Raon, Hélène, Carnassus, Rassoun, Mélane, Granland, et tout ce qui étaient morts pour lui, tous envahissaient sa mémoire. Il se rappela aussi du visage de Lindilla couvert de larmes, terrifiée, juste avant son départ. Serait-ce ainsi que tout allait se terminer, sur le visage de la femme qui su embraser son cœur en train de pleurer, en train de souffrir. C'était trop bête, mais c'était pourtant vrai. Tout était fini, il n'y avait rien à faire. Warda baissa la tête, découvrant sa nuque, Il sentit le froid du tranchant de la lame tâtait sa peau avant de s'élever.


Le lieutenant ressentait dans son cœur une once de pitié en voyant le guerrier noir accepter la mort. Et parce qu'il avait pitié de lui, il allait lui offrir la plus belle mort qui soit. Il leva sa lame et regarda une dernière fois le soleil qui plongeait entre les falaises. Puis...


Puis... Le sang chaud se déversa sur la terre, dans le son cristallin de la lame traversant la chaire et les os. Puis le corps sans tête tomba dans un nuage de poussière, inerte. Lorsqu'il rouvrit les yeux, un épais liquide coulait le long de sa tempe. Il entendit le cri des soldats affolés, puis, à côté de son épée, le cadavre du lieutenant reposait, répandant un flaque sombre autour de lui. Qu'est-ce qui se passe ? se demanda Warda en relevant son cou, qui étrangement, était toujours relié à ses épaules. Il se retourna puis deux sifflements désagréables retentirent avant qu'un elfe se retrouve avec deux énormes trous dans la poitrine. 

_ Nessran Tyna'less ! (Nous sommes attaqués !)

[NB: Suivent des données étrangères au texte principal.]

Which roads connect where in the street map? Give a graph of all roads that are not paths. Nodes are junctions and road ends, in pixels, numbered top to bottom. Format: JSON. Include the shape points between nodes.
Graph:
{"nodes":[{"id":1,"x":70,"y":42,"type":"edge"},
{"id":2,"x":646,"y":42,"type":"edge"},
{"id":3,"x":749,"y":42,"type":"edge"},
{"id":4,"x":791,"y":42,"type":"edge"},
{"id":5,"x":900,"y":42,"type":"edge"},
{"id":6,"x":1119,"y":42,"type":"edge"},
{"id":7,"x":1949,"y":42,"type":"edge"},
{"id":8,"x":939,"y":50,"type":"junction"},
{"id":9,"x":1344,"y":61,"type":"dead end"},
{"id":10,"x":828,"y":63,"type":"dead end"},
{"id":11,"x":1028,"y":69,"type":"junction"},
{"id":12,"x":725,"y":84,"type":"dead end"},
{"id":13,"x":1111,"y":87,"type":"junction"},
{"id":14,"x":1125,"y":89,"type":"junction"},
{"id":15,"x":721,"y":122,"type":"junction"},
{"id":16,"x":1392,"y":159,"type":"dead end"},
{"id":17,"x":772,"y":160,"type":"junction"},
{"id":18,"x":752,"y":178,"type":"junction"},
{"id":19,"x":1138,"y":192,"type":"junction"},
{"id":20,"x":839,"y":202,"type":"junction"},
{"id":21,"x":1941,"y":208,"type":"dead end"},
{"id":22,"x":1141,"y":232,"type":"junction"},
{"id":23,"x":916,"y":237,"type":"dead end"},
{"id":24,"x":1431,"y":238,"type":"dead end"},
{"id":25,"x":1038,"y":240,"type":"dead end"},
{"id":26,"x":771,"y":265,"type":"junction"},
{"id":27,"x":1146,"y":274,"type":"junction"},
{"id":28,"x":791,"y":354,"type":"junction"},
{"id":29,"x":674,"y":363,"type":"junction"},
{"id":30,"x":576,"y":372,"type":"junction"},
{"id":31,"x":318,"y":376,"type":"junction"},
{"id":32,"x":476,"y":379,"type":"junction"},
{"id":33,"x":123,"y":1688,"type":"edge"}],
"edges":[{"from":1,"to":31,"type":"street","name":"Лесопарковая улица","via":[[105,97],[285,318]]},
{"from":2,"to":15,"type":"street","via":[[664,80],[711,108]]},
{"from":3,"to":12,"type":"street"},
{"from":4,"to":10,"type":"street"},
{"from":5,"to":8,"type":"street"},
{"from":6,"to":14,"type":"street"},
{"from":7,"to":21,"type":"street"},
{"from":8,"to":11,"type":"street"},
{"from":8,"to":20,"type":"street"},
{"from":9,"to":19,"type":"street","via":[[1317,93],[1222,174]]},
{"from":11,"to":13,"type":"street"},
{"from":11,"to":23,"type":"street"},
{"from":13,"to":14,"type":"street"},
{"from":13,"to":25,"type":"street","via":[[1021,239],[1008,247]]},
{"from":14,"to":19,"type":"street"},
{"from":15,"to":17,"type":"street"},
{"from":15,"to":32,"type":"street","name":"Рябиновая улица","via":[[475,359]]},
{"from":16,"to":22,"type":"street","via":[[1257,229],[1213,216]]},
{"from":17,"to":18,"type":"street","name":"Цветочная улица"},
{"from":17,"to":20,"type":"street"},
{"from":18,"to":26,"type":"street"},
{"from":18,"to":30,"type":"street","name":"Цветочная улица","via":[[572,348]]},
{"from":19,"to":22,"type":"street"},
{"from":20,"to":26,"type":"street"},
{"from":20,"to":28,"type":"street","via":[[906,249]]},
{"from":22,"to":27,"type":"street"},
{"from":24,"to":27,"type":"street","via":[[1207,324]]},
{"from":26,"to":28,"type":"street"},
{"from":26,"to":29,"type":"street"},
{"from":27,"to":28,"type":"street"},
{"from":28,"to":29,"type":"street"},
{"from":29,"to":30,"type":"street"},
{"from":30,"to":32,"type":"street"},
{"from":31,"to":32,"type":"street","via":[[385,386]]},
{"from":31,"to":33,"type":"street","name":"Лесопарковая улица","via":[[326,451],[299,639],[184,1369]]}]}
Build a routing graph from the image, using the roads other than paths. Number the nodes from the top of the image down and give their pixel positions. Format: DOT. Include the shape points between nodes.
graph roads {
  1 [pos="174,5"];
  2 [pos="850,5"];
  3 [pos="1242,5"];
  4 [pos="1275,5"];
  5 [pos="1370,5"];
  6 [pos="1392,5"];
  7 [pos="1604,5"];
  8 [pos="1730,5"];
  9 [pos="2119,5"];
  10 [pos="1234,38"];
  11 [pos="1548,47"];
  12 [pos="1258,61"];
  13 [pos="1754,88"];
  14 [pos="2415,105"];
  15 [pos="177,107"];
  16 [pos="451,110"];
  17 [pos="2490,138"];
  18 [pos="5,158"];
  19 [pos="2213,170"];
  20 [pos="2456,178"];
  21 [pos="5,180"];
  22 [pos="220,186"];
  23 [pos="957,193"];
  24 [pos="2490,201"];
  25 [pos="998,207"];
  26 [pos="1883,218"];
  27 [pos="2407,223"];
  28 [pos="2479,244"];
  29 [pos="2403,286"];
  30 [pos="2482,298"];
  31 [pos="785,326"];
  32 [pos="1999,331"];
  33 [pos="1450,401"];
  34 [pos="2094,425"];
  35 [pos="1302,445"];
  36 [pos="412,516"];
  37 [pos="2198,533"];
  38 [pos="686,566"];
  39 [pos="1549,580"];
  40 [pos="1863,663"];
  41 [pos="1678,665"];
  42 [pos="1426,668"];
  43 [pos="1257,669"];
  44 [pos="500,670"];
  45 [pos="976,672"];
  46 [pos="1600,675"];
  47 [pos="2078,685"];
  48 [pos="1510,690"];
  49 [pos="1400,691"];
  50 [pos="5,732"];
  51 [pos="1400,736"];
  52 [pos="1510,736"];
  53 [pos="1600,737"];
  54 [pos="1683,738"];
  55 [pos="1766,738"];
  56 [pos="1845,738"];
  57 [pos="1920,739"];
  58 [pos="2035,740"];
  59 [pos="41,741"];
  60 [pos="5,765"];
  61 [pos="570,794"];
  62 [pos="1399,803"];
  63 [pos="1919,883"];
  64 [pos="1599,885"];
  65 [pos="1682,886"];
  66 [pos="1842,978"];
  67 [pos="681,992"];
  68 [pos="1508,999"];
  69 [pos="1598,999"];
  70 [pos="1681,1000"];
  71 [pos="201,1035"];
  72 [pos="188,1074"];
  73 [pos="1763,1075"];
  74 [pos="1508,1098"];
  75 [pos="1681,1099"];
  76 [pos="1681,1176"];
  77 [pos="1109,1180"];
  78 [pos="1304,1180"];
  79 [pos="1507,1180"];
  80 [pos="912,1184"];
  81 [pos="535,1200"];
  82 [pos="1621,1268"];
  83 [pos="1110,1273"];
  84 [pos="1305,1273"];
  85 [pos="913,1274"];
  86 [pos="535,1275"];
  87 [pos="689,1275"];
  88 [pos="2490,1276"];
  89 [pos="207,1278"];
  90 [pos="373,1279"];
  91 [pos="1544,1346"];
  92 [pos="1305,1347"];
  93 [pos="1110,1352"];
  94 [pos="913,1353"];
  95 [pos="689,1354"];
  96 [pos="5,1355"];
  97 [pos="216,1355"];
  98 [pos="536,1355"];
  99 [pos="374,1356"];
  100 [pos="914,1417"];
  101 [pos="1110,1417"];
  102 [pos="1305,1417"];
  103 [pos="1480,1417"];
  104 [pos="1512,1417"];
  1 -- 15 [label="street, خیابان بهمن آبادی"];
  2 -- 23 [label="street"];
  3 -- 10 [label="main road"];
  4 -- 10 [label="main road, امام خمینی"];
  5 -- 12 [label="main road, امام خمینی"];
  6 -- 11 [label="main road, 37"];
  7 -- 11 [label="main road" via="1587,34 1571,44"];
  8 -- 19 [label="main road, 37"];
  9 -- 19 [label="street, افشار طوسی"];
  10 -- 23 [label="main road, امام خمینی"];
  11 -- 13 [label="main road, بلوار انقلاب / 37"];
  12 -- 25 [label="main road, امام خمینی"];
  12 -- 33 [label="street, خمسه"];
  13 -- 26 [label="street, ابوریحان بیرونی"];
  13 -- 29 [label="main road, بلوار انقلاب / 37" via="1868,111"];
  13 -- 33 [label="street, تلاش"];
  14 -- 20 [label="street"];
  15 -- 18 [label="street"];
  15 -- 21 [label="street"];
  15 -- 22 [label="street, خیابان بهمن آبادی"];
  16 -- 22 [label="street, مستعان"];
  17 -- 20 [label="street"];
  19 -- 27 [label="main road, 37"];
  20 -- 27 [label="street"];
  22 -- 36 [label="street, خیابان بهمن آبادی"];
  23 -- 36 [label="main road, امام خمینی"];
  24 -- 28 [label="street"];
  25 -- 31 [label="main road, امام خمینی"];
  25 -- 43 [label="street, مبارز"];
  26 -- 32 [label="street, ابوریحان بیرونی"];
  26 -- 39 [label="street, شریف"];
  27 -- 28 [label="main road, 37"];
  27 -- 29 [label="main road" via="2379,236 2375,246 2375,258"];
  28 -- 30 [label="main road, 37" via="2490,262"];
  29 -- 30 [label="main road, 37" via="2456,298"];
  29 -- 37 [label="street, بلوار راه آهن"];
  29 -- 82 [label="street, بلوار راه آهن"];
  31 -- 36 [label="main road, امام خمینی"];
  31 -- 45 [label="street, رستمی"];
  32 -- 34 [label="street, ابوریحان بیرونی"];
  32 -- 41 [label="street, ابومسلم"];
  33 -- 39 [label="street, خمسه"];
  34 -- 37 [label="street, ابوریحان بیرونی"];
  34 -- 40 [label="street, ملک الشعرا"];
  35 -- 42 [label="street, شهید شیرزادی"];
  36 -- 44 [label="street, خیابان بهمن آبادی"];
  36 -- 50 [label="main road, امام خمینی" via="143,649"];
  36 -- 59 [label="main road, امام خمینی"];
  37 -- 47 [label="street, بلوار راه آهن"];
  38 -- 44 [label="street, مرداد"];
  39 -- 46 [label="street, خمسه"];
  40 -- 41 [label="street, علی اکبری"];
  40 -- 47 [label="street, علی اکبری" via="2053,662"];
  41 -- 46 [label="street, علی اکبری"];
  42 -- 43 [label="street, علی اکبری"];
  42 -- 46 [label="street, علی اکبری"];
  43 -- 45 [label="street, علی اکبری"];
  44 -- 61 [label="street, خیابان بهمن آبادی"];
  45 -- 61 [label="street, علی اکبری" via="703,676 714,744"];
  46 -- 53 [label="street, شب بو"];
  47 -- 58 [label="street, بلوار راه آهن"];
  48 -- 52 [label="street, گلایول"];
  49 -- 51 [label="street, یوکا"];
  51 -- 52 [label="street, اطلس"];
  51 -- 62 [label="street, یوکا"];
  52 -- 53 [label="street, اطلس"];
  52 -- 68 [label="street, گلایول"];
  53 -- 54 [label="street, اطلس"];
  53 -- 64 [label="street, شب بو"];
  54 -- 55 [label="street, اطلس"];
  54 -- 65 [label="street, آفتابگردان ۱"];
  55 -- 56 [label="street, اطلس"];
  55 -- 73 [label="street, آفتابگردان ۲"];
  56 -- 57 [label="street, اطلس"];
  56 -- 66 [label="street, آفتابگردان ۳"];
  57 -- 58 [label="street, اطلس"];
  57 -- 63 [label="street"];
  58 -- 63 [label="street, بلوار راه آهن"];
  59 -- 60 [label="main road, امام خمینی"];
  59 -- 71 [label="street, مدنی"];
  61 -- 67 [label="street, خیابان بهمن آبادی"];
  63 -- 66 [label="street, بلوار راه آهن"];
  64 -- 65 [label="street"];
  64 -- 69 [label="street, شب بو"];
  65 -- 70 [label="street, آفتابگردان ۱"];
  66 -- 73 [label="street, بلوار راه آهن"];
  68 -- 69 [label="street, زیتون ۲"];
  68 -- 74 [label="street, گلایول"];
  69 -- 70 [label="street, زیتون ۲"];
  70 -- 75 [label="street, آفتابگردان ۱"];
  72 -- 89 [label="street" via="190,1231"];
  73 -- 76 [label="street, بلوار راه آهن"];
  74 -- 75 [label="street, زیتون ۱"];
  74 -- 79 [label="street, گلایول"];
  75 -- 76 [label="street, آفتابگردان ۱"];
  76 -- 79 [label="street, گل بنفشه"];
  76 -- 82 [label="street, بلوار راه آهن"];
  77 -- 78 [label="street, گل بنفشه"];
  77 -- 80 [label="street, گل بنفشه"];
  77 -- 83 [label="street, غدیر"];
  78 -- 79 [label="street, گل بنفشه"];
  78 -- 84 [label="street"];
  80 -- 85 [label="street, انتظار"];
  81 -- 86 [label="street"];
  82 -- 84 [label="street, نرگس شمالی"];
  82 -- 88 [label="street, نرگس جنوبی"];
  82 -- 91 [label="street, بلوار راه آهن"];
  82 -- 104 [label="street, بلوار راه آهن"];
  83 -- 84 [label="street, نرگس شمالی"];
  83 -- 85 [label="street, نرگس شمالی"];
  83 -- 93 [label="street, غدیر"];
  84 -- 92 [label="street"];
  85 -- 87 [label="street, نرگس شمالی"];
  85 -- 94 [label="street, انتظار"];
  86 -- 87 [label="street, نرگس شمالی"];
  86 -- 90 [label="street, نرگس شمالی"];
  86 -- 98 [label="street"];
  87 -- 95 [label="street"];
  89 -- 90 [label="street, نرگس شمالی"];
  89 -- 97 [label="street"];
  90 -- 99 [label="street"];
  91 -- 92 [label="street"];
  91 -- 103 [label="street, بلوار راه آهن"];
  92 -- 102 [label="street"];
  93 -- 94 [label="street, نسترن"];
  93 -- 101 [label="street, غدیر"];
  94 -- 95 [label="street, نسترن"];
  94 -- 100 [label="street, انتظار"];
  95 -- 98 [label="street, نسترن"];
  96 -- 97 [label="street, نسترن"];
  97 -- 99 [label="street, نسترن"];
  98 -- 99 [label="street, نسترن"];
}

Les soldats dégainèrent leurs épées, faisant face à un ennemi invisible. Un nouveau sifflement retentit, identique au précédent, et l'un des elfes se fit arracher l'oreille et une partie du visage par une énorme pièce métallique en forme de pointe qui se planta dans un rocher derrière lui. Un carreau noir érafla la joue de Warda par derrière et vint se planter dans la jambe d'un soldat qui s'écroula par terre. Il n'eut pas le temps de se retourner qu'il sentit deux puissants bras l'attraper autour du cou et sous l'aisselle gauche. Son ravisseur le traîna par terre sans relâcher son étreinte pendant que deux de ses sbires, tous deux habillés entièrement en noir et armés jusqu'aux dents, chargeaient les elfes sylvains en brandissant des cimeterres aux lames dentées. De longs cheveux blancs contrastant avec le sombre de leurs vêtements flottaient derrière eux pendant qu'ils couraient vers leurs prochaines victimes. « Des elfes noirs ? » Se demanda Warda qui tenta en vain de se défaire de celui qui l'avait attrapé. La bataille faisait rage là-bas, les assassins en noir terrassaient aisément les guerriers sylvains, usant sans scrupule de leurs dagues attachées à leurs bras en même temps que leur cimeterre. Trois autres mercenaires noirs rejoignirent le combat, prenant les elfes en tenaille. 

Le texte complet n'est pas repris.